=== RECORDS FOR THE EXERCISE ===
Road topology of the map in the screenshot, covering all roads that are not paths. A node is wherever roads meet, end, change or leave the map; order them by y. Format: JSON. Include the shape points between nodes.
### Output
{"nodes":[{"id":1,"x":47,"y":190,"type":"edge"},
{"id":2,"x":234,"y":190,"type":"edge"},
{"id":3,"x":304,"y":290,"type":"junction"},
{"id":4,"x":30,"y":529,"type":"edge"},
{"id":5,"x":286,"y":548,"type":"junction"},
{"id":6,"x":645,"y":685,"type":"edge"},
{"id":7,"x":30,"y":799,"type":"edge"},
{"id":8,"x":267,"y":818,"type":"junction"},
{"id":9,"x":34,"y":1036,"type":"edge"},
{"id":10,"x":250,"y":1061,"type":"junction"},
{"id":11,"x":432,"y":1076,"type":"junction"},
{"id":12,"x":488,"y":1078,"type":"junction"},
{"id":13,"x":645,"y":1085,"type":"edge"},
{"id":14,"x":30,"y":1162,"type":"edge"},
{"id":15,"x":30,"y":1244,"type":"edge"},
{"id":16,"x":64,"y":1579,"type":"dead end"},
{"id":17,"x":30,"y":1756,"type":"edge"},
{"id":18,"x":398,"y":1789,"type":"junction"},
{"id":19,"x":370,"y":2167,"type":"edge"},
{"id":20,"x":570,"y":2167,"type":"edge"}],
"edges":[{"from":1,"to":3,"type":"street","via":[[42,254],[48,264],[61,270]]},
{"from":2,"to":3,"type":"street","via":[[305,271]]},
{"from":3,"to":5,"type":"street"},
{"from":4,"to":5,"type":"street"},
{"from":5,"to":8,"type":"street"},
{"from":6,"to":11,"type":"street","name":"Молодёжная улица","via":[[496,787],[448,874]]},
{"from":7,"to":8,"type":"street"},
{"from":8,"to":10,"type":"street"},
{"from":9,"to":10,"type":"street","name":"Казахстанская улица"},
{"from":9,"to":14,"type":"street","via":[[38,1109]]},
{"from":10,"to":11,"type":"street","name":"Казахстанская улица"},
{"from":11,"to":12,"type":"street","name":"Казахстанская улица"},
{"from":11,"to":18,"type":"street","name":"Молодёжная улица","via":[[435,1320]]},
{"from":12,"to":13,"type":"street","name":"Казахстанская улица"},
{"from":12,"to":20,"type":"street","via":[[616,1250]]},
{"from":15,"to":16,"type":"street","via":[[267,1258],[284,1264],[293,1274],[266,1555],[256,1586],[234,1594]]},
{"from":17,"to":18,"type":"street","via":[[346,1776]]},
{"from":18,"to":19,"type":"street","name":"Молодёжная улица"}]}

=== WORK REQUEST ===
Each record has to be given again exactly as written.

=== SOLUTION FOR THIS TASK ===
Road topology of the map in the screenshot, covering all roads that are not paths. A node is wherever roads meet, end, change or leave the map; order them by y. Format: JSON. Include the shape points between nodes.
### Output
{"nodes":[{"id":1,"x":47,"y":190,"type":"edge"},
{"id":2,"x":234,"y":190,"type":"edge"},
{"id":3,"x":304,"y":290,"type":"junction"},
{"id":4,"x":30,"y":529,"type":"edge"},
{"id":5,"x":286,"y":548,"type":"junction"},
{"id":6,"x":645,"y":685,"type":"edge"},
{"id":7,"x":30,"y":799,"type":"edge"},
{"id":8,"x":267,"y":818,"type":"junction"},
{"id":9,"x":34,"y":1036,"type":"edge"},
{"id":10,"x":250,"y":1061,"type":"junction"},
{"id":11,"x":432,"y":1076,"type":"junction"},
{"id":12,"x":488,"y":1078,"type":"junction"},
{"id":13,"x":645,"y":1085,"type":"edge"},
{"id":14,"x":30,"y":1162,"type":"edge"},
{"id":15,"x":30,"y":1244,"type":"edge"},
{"id":16,"x":64,"y":1579,"type":"dead end"},
{"id":17,"x":30,"y":1756,"type":"edge"},
{"id":18,"x":398,"y":1789,"type":"junction"},
{"id":19,"x":370,"y":2167,"type":"edge"},
{"id":20,"x":570,"y":2167,"type":"edge"}],
"edges":[{"from":1,"to":3,"type":"street","via":[[42,254],[48,264],[61,270]]},
{"from":2,"to":3,"type":"street","via":[[305,271]]},
{"from":3,"to":5,"type":"street"},
{"from":4,"to":5,"type":"street"},
{"from":5,"to":8,"type":"street"},
{"from":6,"to":11,"type":"street","name":"Молодёжная улица","via":[[496,787],[448,874]]},
{"from":7,"to":8,"type":"street"},
{"from":8,"to":10,"type":"street"},
{"from":9,"to":10,"type":"street","name":"Казахстанская улица"},
{"from":9,"to":14,"type":"street","via":[[38,1109]]},
{"from":10,"to":11,"type":"street","name":"Казахстанская улица"},
{"from":11,"to":12,"type":"street","name":"Казахстанская улица"},
{"from":11,"to":18,"type":"street","name":"Молодёжная улица","via":[[435,1320]]},
{"from":12,"to":13,"type":"street","name":"Казахстанская улица"},
{"from":12,"to":20,"type":"street","via":[[616,1250]]},
{"from":15,"to":16,"type":"street","via":[[267,1258],[284,1264],[293,1274],[266,1555],[256,1586],[234,1594]]},
{"from":17,"to":18,"type":"street","via":[[346,1776]]},
{"from":18,"to":19,"type":"street","name":"Молодёжная улица"}]}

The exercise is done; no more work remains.